### TRY IT
For each entry, output its words exactly and leave any picture behind.

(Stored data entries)
⟨
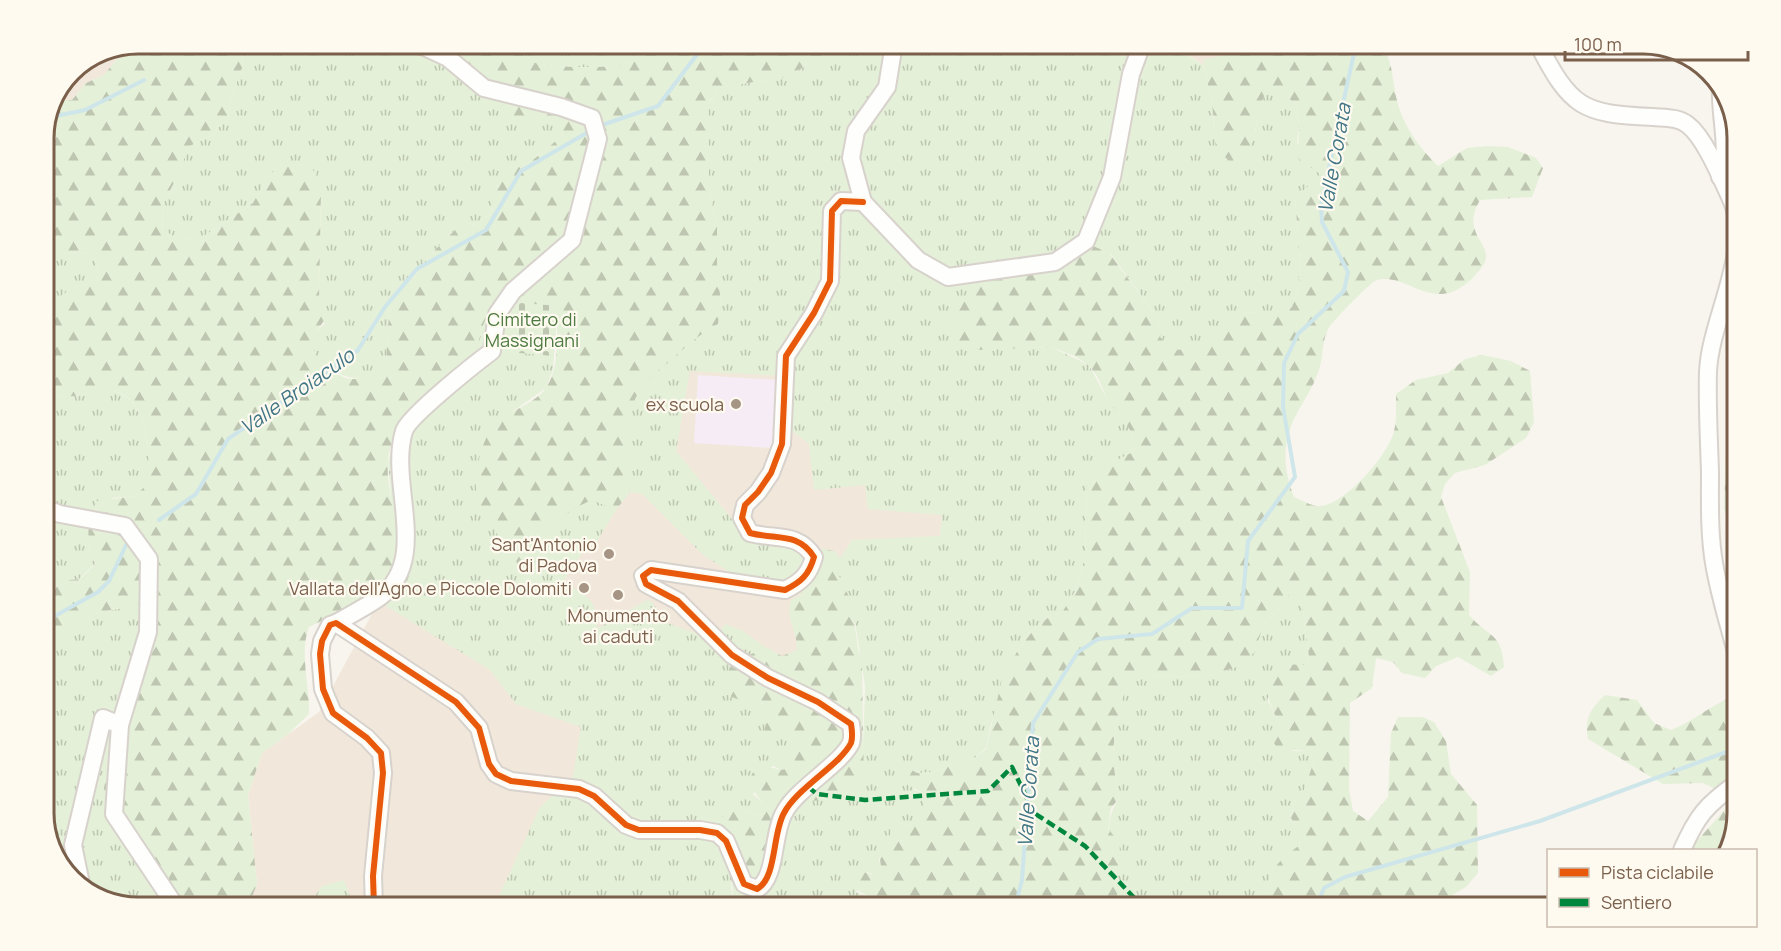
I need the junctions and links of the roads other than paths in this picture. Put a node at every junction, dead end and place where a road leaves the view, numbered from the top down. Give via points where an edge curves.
1 (439, 54) edge
2 (892, 54) edge
3 (1138, 54) edge
4 (1544, 54) edge
5 (1719, 104) edge
6 (1720, 177) junction
7 (1727, 192) edge
8 (863, 202) junction
9 (1727, 286) edge
10 (54, 512) edge
11 (1727, 618) edge
12 (336, 623) junction
13 (120, 725) junction
14 (1727, 790) edge
15 (1682, 849) edge
16 (78, 871) edge
17 (169, 897) edge
18 (374, 897) edge

1 - 12 street via 484,88 561,107 595,128 572,240 513,291 497,314 492,351 435,398 405,430 400,479 407,540 399,575 381,597
2 - 8 street via 887,87 856,131 851,158
3 - 8 street via 1112,177 1086,241 1055,262 948,277 918,261
4 - 6 street via 1580,104 1600,113 1672,118 1686,123 1699,138
5 - 6 street via 1725,163
6 - 7 street
8 - 12 street via 841,201 832,211 830,281 786,356 782,444 771,473 745,505 742,518 750,533 806,544 814,557 810,570 799,583 784,590 651,570 643,576 646,584 678,601 732,655 851,724 852,741 843,753 784,812 764,885 757,889 744,884 726,841 717,833 639,830 626,825 594,796 579,789 511,781 496,774 489,764 479,728 456,702
9 - 11 street via 1709,356 1711,544
10 - 13 street via 124,526 149,559 148,632
12 - 18 street via 330,625 322,641 323,689 333,713 381,753
13 - 16 street via 103,718 99,727 73,845
13 - 17 street via 114,814
14 - 15 street via 1695,819

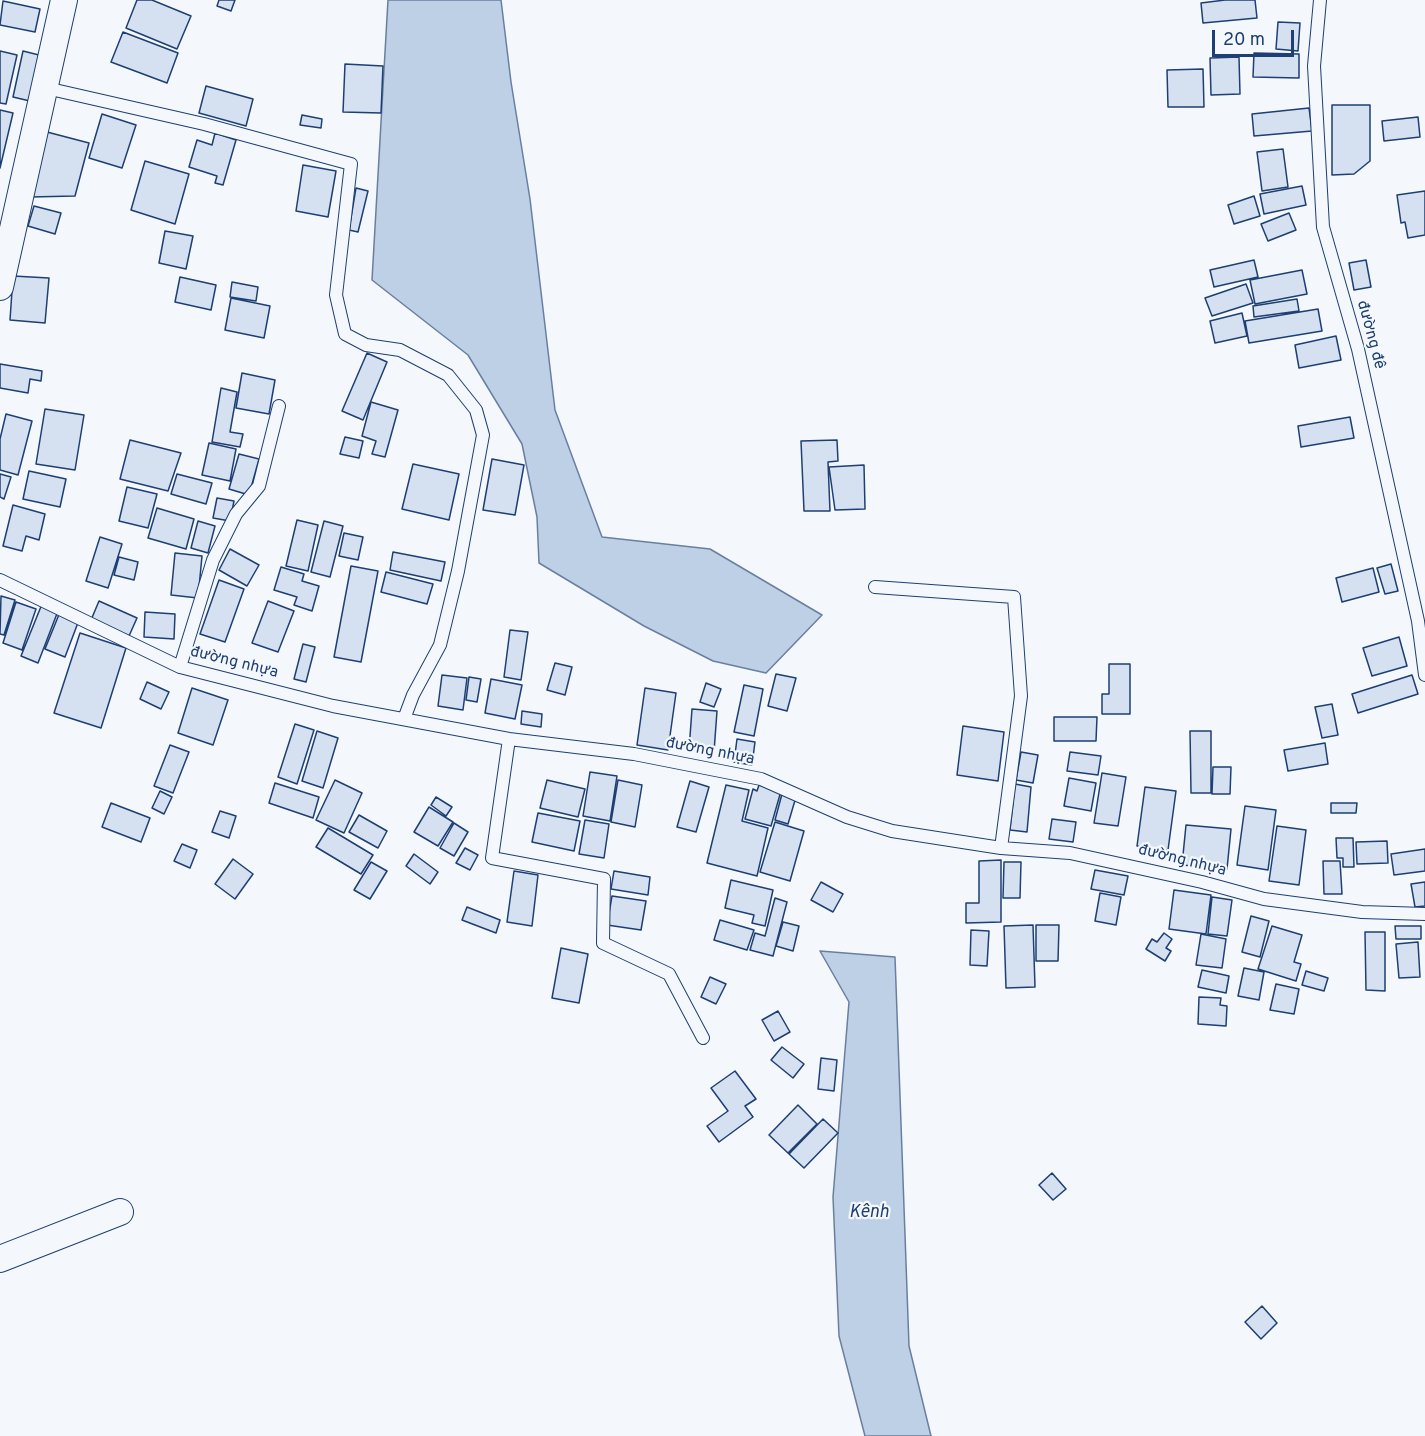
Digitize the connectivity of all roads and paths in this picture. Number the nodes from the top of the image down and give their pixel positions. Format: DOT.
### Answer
⟩
### RESPONSE
I need the junctions and links of the roads other than paths in this picture. Put a node at every junction, dead end and place where a road leaves the view, numbered from the top down. Give via points where an edge curves.
1 (439, 54) edge
2 (892, 54) edge
3 (1138, 54) edge
4 (1544, 54) edge
5 (1719, 104) edge
6 (1720, 177) junction
7 (1727, 192) edge
8 (863, 202) junction
9 (1727, 286) edge
10 (54, 512) edge
11 (1727, 618) edge
12 (336, 623) junction
13 (120, 725) junction
14 (1727, 790) edge
15 (1682, 849) edge
16 (78, 871) edge
17 (169, 897) edge
18 (374, 897) edge

1 - 12 street via 484,88 561,107 595,128 572,240 513,291 497,314 492,351 435,398 405,430 400,479 407,540 399,575 381,597
2 - 8 street via 887,87 856,131 851,158
3 - 8 street via 1112,177 1086,241 1055,262 948,277 918,261
4 - 6 street via 1580,104 1600,113 1672,118 1686,123 1699,138
5 - 6 street via 1725,163
6 - 7 street
8 - 12 street via 841,201 832,211 830,281 786,356 782,444 771,473 745,505 742,518 750,533 806,544 814,557 810,570 799,583 784,590 651,570 643,576 646,584 678,601 732,655 851,724 852,741 843,753 784,812 764,885 757,889 744,884 726,841 717,833 639,830 626,825 594,796 579,789 511,781 496,774 489,764 479,728 456,702
9 - 11 street via 1709,356 1711,544
10 - 13 street via 124,526 149,559 148,632
12 - 18 street via 330,625 322,641 323,689 333,713 381,753
13 - 16 street via 103,718 99,727 73,845
13 - 17 street via 114,814
14 - 15 street via 1695,819

Digitize the connectivity of all roads and paths in this picture. Number the nodes from the top of the image down and give their pixel positions. Format: DOT.
### Answer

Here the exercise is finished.